I could have set Turn display off to “Never” but then you’d only be able to reach the lock screen by manually locking the PC. What to do?
There was one final setting I needed which is hidden by default. It’s called Console lock display off timeout and you need to enable it in the registry before it can be changed.
I think it’s worth recapping the settings balancing act as I found it pretty confusing…
- Use the native Windows Lock Screen settings to specify that the “display off” timeout should actually send the PC to the lock screen.
- Set the “display off” timeout to the amount of time you want the computer to be idle before it locks. This now won’t actually turn the display off, despite the name of the setting.
- Change the hidden Console lock display off setting to delay the PC from going to sleep after it’s reached the lock screen.

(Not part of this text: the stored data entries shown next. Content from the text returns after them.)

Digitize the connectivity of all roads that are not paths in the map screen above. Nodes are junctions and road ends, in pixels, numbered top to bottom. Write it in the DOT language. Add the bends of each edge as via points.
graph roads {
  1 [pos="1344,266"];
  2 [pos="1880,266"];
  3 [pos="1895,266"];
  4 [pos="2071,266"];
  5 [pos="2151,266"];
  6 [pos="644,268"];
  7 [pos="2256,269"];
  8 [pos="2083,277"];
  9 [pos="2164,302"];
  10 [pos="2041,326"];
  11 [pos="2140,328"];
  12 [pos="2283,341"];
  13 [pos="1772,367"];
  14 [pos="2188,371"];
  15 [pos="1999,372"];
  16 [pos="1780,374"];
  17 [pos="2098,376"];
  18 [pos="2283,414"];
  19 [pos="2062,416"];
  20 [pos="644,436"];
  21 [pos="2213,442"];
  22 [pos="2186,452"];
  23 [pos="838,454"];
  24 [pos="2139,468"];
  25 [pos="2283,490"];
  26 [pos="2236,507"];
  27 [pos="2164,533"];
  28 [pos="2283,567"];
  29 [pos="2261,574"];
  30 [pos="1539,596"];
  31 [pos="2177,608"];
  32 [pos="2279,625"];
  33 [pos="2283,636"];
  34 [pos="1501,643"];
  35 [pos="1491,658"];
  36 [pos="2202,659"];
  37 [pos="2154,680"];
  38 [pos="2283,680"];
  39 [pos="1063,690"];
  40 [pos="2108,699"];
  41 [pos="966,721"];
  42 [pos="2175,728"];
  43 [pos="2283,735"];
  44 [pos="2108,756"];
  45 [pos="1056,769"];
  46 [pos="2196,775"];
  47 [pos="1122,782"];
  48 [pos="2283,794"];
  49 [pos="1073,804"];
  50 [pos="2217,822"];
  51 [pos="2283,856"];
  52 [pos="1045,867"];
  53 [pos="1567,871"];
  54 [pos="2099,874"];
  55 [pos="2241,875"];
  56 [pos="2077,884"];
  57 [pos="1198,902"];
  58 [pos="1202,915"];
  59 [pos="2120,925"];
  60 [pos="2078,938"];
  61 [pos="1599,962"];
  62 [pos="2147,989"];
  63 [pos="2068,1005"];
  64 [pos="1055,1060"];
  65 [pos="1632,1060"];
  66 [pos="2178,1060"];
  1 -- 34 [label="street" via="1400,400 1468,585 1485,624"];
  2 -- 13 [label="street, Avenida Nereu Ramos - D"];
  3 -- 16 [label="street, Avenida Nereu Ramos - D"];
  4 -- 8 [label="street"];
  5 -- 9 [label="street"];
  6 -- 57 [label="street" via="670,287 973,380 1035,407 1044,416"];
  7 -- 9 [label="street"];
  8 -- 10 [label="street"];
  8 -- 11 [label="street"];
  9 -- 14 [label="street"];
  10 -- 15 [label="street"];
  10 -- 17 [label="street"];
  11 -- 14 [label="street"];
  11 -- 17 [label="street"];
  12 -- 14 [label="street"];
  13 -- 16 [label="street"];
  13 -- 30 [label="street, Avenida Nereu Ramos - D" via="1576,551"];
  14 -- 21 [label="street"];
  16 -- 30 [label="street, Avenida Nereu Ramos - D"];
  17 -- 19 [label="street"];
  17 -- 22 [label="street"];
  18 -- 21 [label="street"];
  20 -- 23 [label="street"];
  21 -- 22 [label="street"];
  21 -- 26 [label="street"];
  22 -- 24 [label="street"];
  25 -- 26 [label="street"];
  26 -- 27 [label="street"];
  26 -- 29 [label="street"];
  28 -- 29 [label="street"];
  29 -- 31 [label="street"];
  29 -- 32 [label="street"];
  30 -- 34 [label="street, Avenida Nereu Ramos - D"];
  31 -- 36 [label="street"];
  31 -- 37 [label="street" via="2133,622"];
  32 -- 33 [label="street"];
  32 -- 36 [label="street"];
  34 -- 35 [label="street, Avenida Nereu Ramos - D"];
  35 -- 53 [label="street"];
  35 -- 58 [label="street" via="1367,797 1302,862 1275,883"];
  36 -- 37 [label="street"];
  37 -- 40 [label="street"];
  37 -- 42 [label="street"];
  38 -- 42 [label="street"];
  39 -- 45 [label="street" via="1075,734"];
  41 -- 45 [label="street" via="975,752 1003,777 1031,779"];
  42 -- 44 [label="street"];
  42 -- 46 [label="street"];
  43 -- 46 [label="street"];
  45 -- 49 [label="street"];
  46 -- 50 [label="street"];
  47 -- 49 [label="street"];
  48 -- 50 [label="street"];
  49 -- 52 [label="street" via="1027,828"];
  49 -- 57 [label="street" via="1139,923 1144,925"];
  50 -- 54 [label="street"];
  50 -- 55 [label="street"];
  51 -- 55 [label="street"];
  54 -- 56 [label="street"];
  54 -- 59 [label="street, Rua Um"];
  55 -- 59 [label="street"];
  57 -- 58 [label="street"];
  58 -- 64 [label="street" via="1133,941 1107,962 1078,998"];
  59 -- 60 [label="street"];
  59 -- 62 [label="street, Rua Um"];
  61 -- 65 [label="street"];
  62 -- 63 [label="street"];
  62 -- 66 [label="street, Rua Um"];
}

By default the screen would otherwise go off shortly after hitting the lock screen.
- Set the sleep timeout to eventually send the PC and screen to sleep (unless you want it on indefinitely).
If you were happy manually-locking the PC, or using the “walk away” lock feature, maybe you could set the display timeout to “Never” which would apparently negate the need to set the Console lock timeout! 🤷🏻♂️
PowerShell Script to Sync Selected OneDrive Photos by Tag (The clever bit)
What I thought would need considered effort is was the script to fetch the photos from OneDrive. This almost turned out to be the easy part!
My first thought was to learn how to build something in .NET but I quickly realised PowerShell would be a more natural choice. The script would be largely procedural and PowerShell has a mature ecosystem including a very useful OneDrive library which would cut out a lot of HTTP boilerplate.
All the script ultimately does is retrieve all the search results associated with the arbitrary tag I set on the photos and downloads those files locally. Subsequent runs work out the delta of the search results and skip or delete existing files as necessary.
Once I had this all working, I put it on the classic Windows Task Scheduler to be run each time I log on to the PC.
powershell .\sync.ps1 -WindowStyle Hidden
The Final Results
Everything now works pretty much as I’d envisioned. I can tag photos in OneDrive, and next time I log on to the media centre, new photos are available for the lock screen which randomly displays them and changes elegantly every 15 minutes.
The PC won’t go idle whilst watching media and as long as we exit fullscreen when we’re finished the PC manages itself into lock mode and we can enjoy an ambient photo experience on our living room TV.
A couple of small followups I haven’t yet got around to. (a) I’d like to work out how to display HEIC photos as many of my photos are in this native Apple format but Dynamic Theme doesn’t seem to pick them up. (b) I’d like to have the script run invisibly whereas, at the moment, I see the shell window pop up for a short time (increasing with the number of synced files) upon logon. I just need to get some permissions settings right to do this, I think!